> Task directions
Within the data below, count the lines that include "image" and give only the count.

> Dataset entries
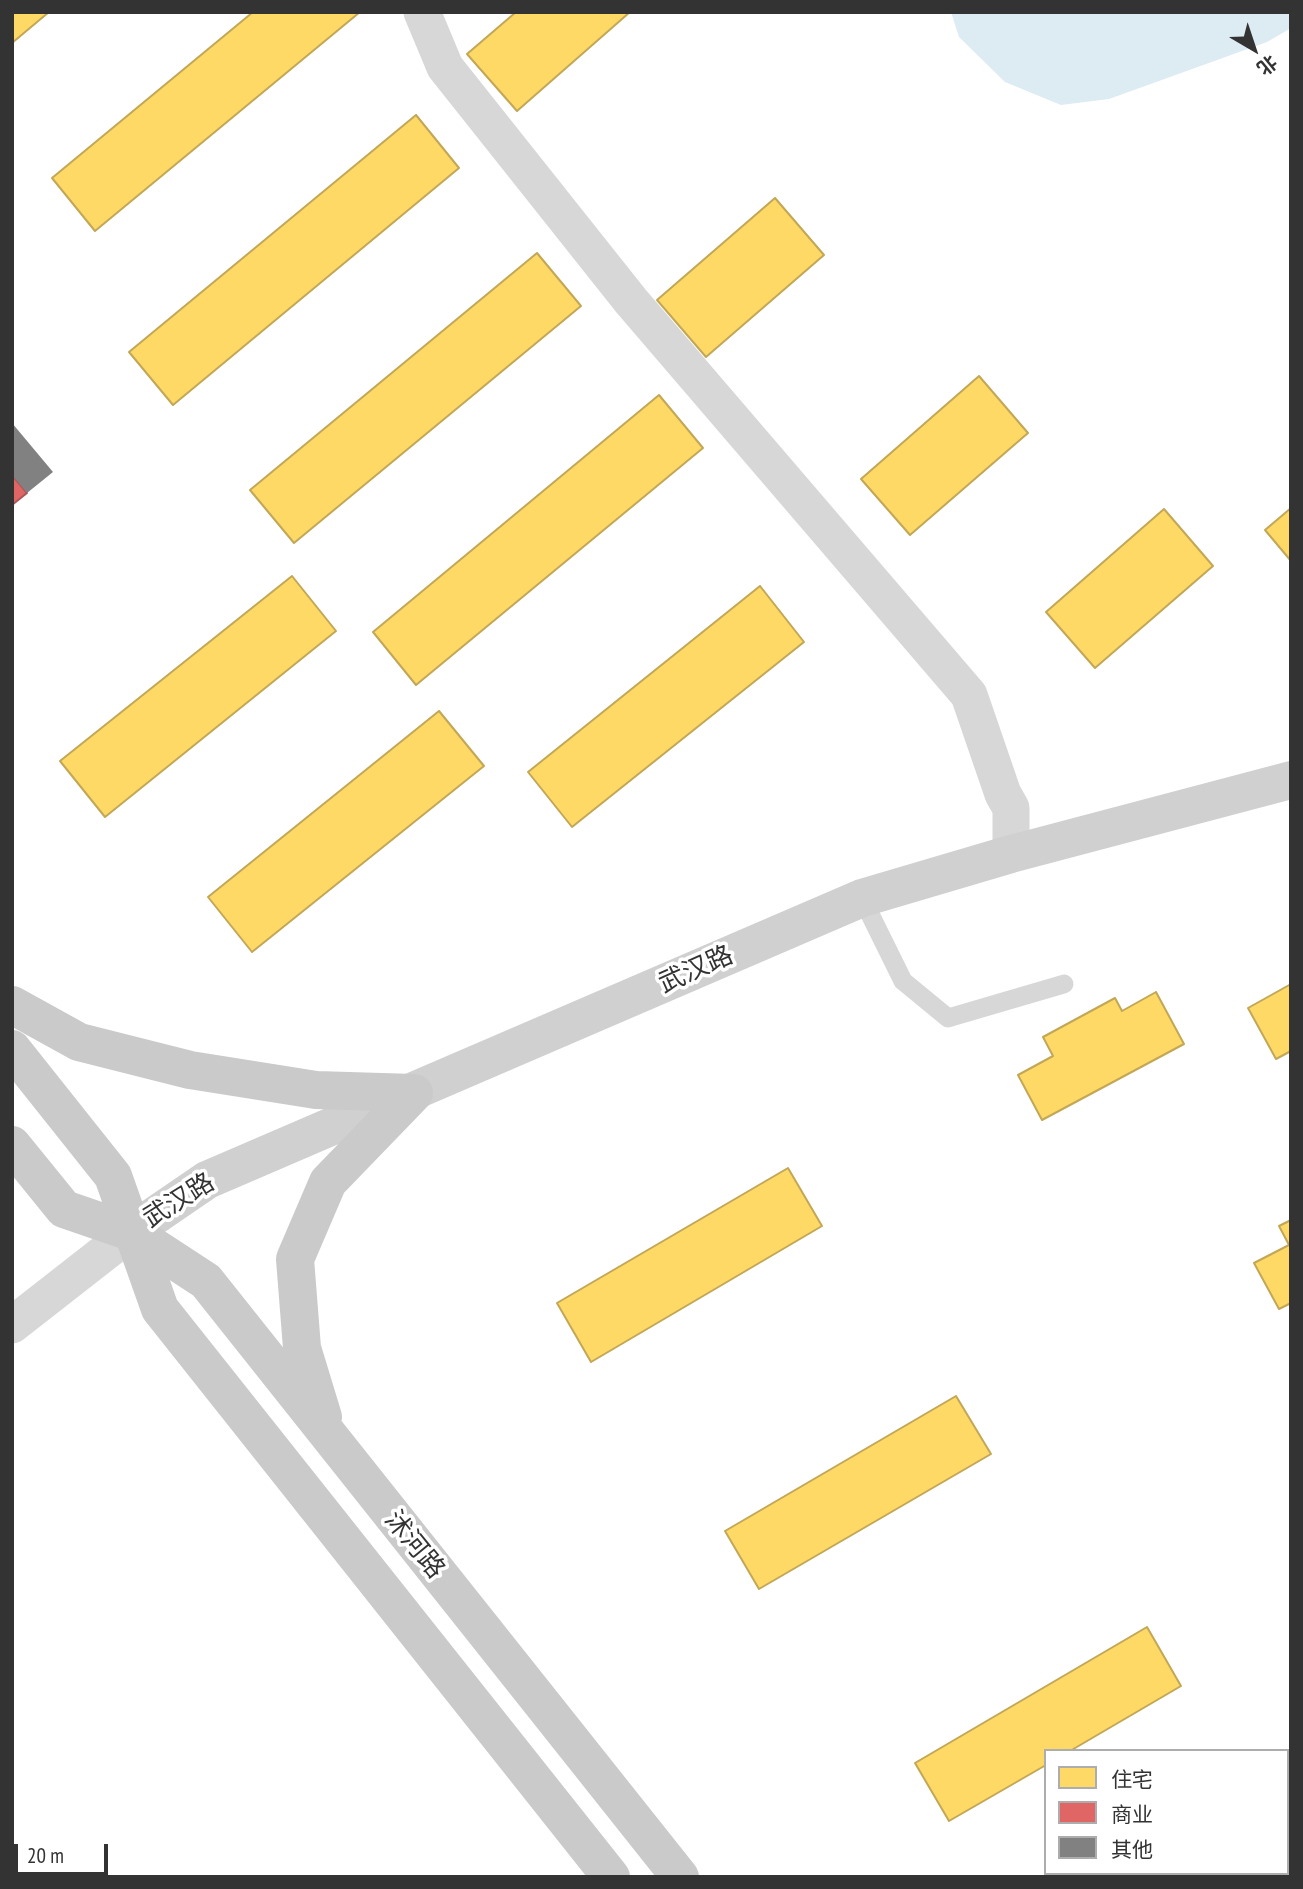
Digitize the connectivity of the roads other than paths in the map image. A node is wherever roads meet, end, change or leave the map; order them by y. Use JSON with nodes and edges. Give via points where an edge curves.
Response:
{"nodes":[{"id":1,"x":422,"y":12,"type":"edge"},
{"id":2,"x":1291,"y":780,"type":"edge"},
{"id":3,"x":1011,"y":854,"type":"junction"},
{"id":4,"x":862,"y":898,"type":"junction"},
{"id":5,"x":1064,"y":984,"type":"dead end"},
{"id":6,"x":12,"y":1005,"type":"edge"},
{"id":7,"x":12,"y":1049,"type":"edge"},
{"id":8,"x":414,"y":1093,"type":"junction"},
{"id":9,"x":12,"y":1145,"type":"edge"},
{"id":10,"x":131,"y":1232,"type":"junction"},
{"id":11,"x":12,"y":1325,"type":"edge"},
{"id":12,"x":331,"y":1441,"type":"junction"},
{"id":13,"x":611,"y":1877,"type":"edge"},
{"id":14,"x":680,"y":1877,"type":"edge"}],
"edges":[{"from":1,"to":3,"type":"street","via":[[445,67],[631,301],[969,695],[1011,808]]},
{"from":2,"to":3,"type":"street","name":"武汉路"},
{"from":3,"to":4,"type":"street","name":"武汉路"},
{"from":4,"to":5,"type":"lane","via":[[903,981],[948,1018]]},
{"from":4,"to":8,"type":"street","name":"武汉路"},
{"from":6,"to":8,"type":"main road","via":[[79,1041],[190,1070],[316,1090]]},
{"from":7,"to":10,"type":"main road","name":"沭河路","via":[[113,1176]]},
{"from":8,"to":10,"type":"street","name":"武汉路","via":[[207,1180]]},
{"from":8,"to":12,"type":"main road","via":[[328,1182],[295,1259],[302,1348]]},
{"from":9,"to":10,"type":"main road","name":"沭河路","via":[[64,1209]]},
{"from":10,"to":11,"type":"street"},
{"from":10,"to":12,"type":"main road","name":"沭河路","via":[[206,1281]]},
{"from":10,"to":13,"type":"main road","name":"沭河路","via":[[160,1309]]},
{"from":12,"to":14,"type":"main road","name":"沭河路"}]}
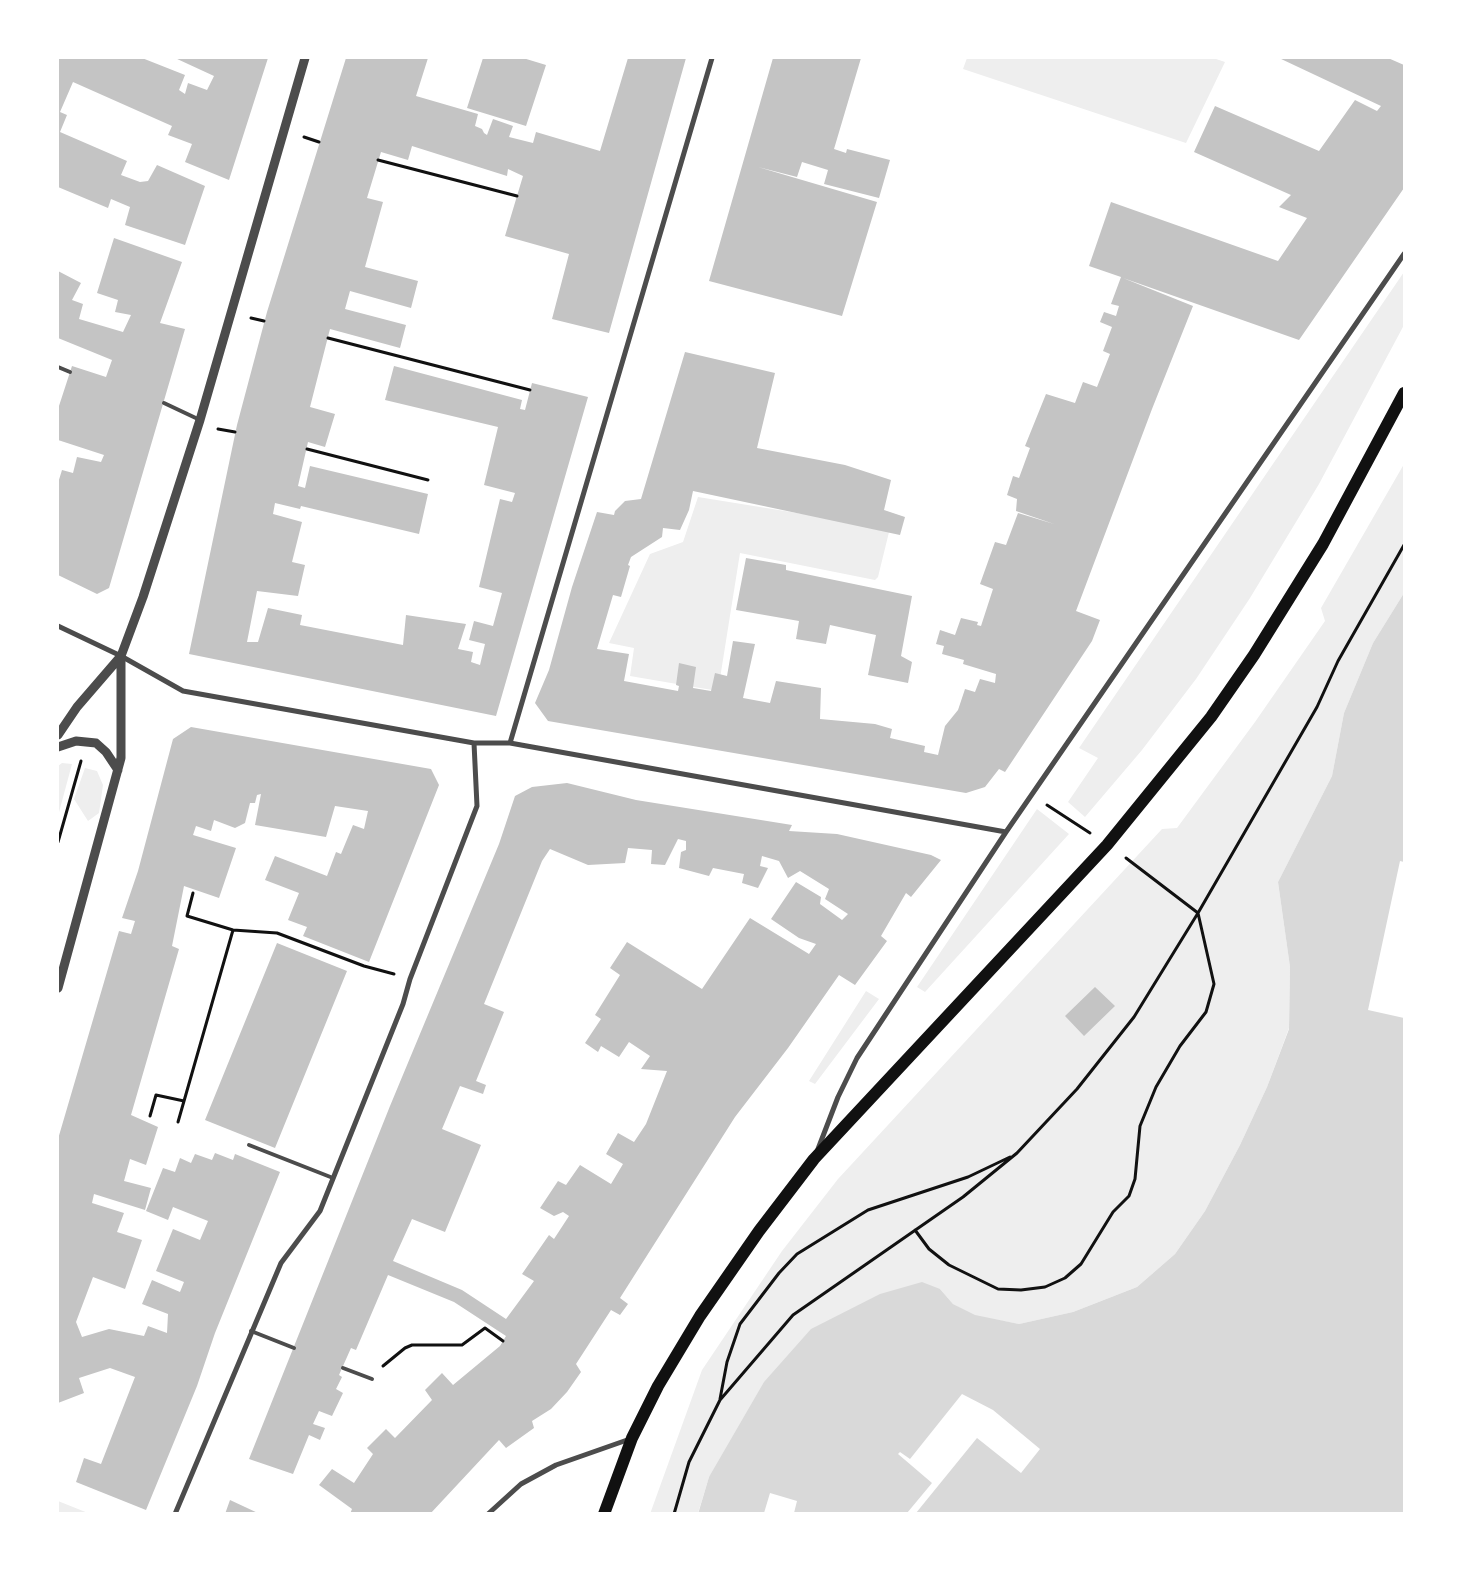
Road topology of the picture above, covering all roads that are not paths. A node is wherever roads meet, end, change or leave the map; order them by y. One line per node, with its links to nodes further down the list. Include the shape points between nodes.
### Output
1 (306, 58): 8 (street)
2 (712, 58): 13 (street)
3 (1404, 254): 16 (street)
4 (58, 367): 5 (lane)
5 (70, 372)
6 (1404, 393): 19 (main road, via 1323,544 1254,655 1210,717 1107,845)
7 (164, 403): 8 (lane)
8 (200, 420): 10 (street)
9 (58, 626): 10 (street)
10 (121, 656): 11 (street, via 77,707); 12 (street, via 183,692); 15 (street)
11 (58, 735)
12 (474, 743): 13 (street); 20 (street, via 477,806 403,1004)
13 (510, 743): 16 (street)
14 (58, 747): 15 (street, via 87,741 101,747)
15 (118, 770): 17 (street)
16 (1006, 832): 19 (street, via 857,1058)
17 (58, 988)
18 (250, 1145): 20 (lane)
19 (814, 1159): 25 (main road, via 758,1231 700,1316 658,1386)
20 (332, 1178): 21 (street, via 320,1211 281,1263)
21 (252, 1331): 22 (lane); 26 (street)
22 (294, 1348)
23 (343, 1368): 24 (lane)
24 (372, 1379)
25 (632, 1438): 27 (street, via 556,1465 521,1484); 28 (main road)
26 (174, 1514)
27 (488, 1514)
28 (604, 1514)

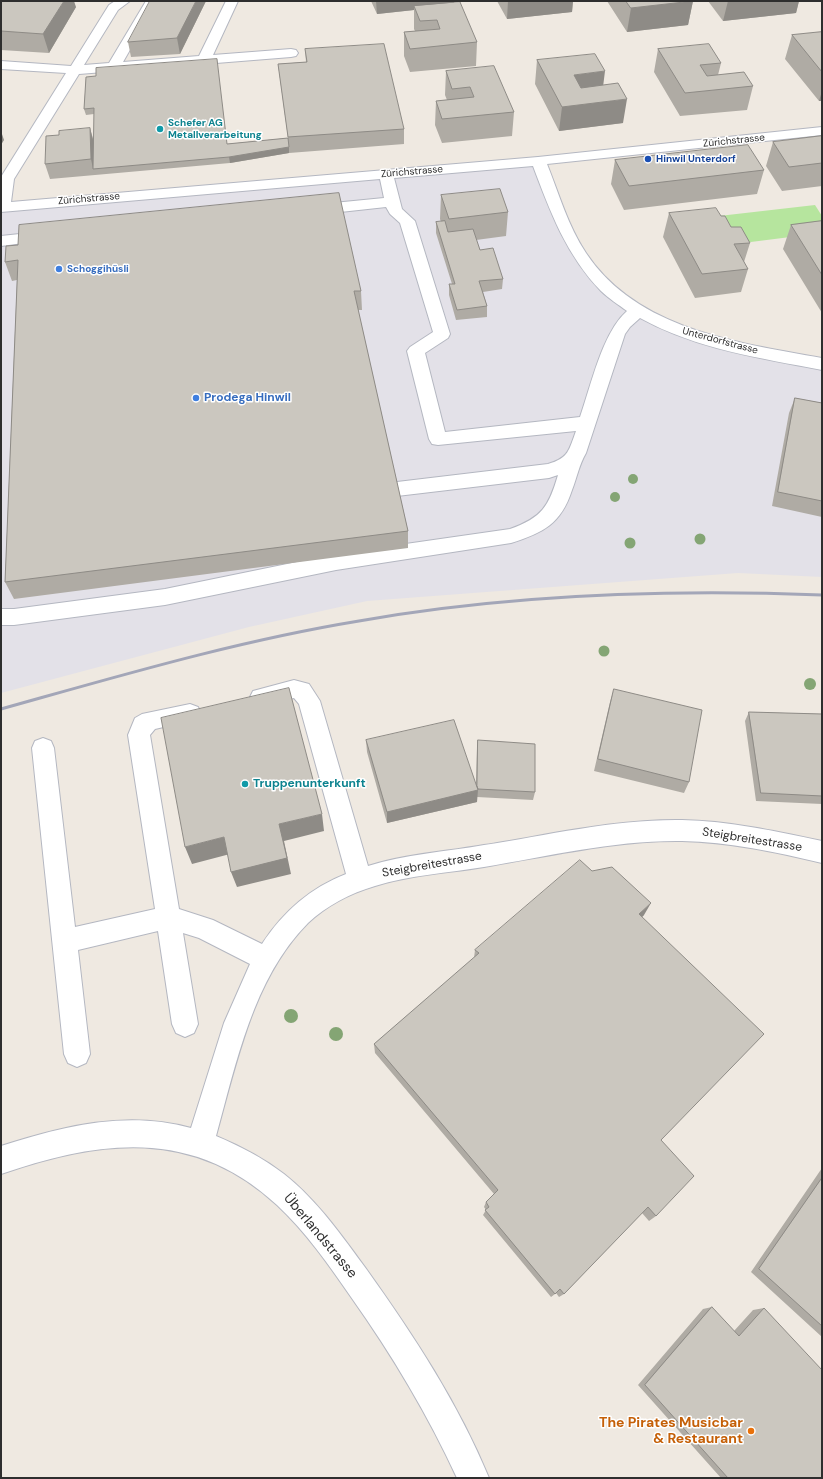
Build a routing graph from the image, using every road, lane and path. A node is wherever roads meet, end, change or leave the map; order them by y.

> Exercise response
2